During Thursday’s discussion in Luang Prabang on the Xayaburi dam—a process demanded in the 1995 Mekong Agreement—Lao Vice Minister of Energy and Mines Viraphonh Viravong defended his country’s decision to move ahead with construction.
“After six months, all you can do is record the difference of opinions and that is the end of the process,” Mr. Viravong said, referring to the consultation process demanded by the 1995 Mekong Agreement, which provides a framework for how development on the mainstream river should be conducted. “We are committed to sustainable hydropower development,” he added.
Mr. Viravong also said that Laos did not agree to extend the consultation period—known as the PNPCA process—and that Laos was already “going beyond” what is specified in the Mekong Agreement.
However, Sin Niny, the permanent vice chairman of the Cambodia National Mekong Committee responded by saying that any construction work on the dam could only go ahead once a consensus between Laos, Cambodia, Vietnam and Thailand had been made, as stipulated in the Mekong Agreement.
“It is clear, so please don’t say that after six months the PNPCA is completed. No, it is just six months for the Joint Committee to discuss and the Joint Committee can extend for as long as they want,” Mr. Niny said.
“I was one of the original negotiators for the formulation of the 1995 Agreement. So I want to inform you to avoid any confusion or misunderstanding,” Mr.
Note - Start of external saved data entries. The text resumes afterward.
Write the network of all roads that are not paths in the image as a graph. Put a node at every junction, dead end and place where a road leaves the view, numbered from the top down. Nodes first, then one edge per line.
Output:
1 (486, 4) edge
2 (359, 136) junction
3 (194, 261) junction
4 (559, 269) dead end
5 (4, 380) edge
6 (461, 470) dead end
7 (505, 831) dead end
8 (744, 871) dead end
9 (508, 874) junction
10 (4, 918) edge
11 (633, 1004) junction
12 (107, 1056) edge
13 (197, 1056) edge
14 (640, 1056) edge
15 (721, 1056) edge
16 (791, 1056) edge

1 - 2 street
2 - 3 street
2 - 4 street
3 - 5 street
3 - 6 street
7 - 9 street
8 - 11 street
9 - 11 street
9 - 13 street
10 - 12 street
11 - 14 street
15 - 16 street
Niny said.
Vietnamese Deputy Minister of Natural Resources and Environment Nguyen Thai Lai also urged for more talks before a decision on the dam is taken.
“[E]ach riparian country should show their responsibility by assuring that any future development and management of water resources proposed in the basin should be considered with due care and full precaution based on best scientific understanding of the potential impacts,” he said in a statement.
A representative from Thailand, which is responsible for the dam’s construction and financing through its banks and Thai company Ch Karnchang, acknowledged that the MRC had encountered difficulties but did not want to “assign blame,” according to the minutes.
Environmental groups have charged that Laos has violated the Mekong Agreement by going forward with the Xayaburi dam without all the countries involved agreeing.
Donors to MRC countries— which include Australia, Finland, Belgium and the U.S., as well as the Asian Development Bank and the World Bank—said that six months of consultation was too short.
“We recommend that all ambiguities regarding the application of the PNPCA be resolved before any future mainstream project proceeds,” the donors said in a joint statement.
“We encourage the government of Lao PDR…to officially inform the MRC Secretariat about the proposed changes to the design of the Xayaburi dam to make sure that legitimate concerns of the other MRC member states are taken into account,” the statement added.
Donors also expressed displeasure over the MRC’s decision not to invite environmental group World Wildlife Fund (WWF) to observe the meeting’s proceedings.
“In that context, we encourage the member countries to facilitate a transparent process that allows observers to hold official status.”
No explanation was provided to WWF about why they were not invited, said Marc Goichot, an expert on sustainable hydropower from WWF’s Greater Mekong program.
“We believe our [criticism] has always been science based and solution oriented,” Mr. Goichot said in an email. “[We are] saddened because WWF has dedicated a lot of time and resources over the past decade in supporting the MRC in its important and commendable objectives.”
Member countries and development partners will be able to visit the dam site today, a trip that will include a briefing by the project’s developers, MRC spokesman Surasak Glahan said in an email.
Kirk Herbertson, the Southeast Asia policy coordinator for environmental group International Rivers, praised Cambodia and Vietnam for their frank words to Laos, but said the real challenge now is to turn words into action.
“If this is not resolved, then the countries remain at high risk for making significant mistakes and allowing highly destructive projects to move forward,” Mr. Herbertson said.